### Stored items
=-=-=-=-=

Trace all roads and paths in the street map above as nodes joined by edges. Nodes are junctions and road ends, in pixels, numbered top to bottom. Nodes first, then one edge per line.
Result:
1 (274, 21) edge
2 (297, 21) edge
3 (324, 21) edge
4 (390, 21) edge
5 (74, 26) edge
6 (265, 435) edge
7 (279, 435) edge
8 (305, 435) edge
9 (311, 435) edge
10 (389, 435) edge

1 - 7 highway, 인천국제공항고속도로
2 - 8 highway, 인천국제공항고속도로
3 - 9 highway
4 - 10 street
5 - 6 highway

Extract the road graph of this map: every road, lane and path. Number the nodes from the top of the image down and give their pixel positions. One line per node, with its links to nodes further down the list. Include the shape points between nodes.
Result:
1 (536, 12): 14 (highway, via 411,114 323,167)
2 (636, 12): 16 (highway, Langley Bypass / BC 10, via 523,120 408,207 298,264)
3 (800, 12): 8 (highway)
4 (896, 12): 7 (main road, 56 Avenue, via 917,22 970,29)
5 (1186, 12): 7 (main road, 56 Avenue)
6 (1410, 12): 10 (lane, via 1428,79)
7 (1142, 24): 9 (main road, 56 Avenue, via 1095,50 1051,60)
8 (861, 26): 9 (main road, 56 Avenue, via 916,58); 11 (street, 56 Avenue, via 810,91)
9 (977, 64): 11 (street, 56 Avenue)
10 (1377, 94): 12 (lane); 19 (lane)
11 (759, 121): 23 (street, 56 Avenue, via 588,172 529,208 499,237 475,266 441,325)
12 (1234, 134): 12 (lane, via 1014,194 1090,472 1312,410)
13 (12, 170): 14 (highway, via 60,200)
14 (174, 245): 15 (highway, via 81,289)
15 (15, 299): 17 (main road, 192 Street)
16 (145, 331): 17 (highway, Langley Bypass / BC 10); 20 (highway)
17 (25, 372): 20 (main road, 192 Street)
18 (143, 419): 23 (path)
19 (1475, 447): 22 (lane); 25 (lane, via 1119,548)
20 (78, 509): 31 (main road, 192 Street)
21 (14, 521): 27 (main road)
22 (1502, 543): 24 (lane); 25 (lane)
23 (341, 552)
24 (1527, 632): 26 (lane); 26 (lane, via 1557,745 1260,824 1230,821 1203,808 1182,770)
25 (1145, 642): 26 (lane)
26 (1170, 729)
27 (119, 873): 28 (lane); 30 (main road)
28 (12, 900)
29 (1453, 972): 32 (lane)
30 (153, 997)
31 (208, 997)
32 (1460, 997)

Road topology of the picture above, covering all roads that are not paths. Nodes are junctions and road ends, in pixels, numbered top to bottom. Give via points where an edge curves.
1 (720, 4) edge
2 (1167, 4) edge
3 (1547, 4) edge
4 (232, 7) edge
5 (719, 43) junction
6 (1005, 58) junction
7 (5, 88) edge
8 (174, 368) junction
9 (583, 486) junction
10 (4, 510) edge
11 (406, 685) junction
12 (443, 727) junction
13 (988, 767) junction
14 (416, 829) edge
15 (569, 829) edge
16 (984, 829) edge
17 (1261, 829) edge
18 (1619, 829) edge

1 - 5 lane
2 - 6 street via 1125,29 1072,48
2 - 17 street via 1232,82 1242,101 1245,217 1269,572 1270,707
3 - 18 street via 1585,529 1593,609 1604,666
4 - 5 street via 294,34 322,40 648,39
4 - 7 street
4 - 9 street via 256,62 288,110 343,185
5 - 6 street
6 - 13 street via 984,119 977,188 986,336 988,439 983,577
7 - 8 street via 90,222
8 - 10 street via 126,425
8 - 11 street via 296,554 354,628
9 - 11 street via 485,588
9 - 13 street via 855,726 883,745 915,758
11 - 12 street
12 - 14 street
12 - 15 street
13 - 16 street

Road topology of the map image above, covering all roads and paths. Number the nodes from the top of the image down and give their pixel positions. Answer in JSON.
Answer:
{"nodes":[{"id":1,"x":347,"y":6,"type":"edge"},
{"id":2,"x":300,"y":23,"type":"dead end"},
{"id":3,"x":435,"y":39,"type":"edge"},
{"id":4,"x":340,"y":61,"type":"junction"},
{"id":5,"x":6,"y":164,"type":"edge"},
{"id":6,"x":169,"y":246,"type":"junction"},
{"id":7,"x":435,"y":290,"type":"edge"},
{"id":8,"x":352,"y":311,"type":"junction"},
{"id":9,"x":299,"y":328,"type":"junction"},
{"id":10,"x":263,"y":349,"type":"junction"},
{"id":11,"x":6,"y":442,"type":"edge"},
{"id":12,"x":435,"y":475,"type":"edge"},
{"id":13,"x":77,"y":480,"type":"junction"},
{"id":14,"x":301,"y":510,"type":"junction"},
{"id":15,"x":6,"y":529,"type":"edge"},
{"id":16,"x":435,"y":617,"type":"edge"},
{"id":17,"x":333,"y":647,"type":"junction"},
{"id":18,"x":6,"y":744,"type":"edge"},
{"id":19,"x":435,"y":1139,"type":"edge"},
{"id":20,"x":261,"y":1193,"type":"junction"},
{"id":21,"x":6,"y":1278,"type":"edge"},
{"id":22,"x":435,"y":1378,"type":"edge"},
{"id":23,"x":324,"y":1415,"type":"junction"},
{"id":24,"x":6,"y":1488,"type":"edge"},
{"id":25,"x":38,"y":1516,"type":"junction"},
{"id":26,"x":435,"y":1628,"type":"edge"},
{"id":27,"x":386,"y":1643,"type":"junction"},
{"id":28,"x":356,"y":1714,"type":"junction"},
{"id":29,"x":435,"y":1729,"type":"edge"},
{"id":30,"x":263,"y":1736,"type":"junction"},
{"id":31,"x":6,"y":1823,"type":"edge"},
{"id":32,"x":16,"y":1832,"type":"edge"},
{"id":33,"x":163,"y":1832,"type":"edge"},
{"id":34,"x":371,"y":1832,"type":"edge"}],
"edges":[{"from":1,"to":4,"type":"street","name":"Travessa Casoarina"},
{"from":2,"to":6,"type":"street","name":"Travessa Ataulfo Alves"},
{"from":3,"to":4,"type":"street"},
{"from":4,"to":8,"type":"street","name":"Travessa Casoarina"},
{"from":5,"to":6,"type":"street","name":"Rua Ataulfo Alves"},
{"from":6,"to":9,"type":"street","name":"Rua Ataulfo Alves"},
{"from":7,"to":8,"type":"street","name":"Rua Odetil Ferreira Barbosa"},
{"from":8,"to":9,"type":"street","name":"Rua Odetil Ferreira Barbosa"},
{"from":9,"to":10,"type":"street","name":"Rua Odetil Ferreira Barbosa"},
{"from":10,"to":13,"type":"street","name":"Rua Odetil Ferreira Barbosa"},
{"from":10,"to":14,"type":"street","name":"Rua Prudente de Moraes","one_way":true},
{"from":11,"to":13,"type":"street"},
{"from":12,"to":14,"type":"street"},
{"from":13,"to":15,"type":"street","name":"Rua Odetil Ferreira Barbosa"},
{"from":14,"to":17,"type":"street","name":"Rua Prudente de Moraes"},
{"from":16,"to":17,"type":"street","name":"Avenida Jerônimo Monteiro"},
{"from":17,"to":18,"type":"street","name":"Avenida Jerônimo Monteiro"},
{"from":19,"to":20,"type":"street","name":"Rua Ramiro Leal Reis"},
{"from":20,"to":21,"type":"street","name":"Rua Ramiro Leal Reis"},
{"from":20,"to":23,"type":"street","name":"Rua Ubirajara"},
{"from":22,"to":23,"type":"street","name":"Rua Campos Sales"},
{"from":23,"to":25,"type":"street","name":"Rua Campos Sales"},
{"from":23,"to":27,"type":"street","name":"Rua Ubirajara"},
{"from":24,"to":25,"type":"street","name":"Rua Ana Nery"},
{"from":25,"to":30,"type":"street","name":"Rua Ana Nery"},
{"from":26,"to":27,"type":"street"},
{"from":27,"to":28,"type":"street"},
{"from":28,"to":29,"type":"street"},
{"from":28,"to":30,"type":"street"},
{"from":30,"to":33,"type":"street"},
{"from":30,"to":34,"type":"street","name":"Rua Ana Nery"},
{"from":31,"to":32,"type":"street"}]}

=-=-=-=-=

### INSTRUCTIONS FOR THE TASK
Identify the lines of the data that contain the word "Bypass". Copy each of them.

### RESULT
2 (636, 12): 16 (highway, Langley Bypass / BC 10, via 523,120 408,207 298,264)
16 (145, 331): 17 (highway, Langley Bypass / BC 10); 20 (highway)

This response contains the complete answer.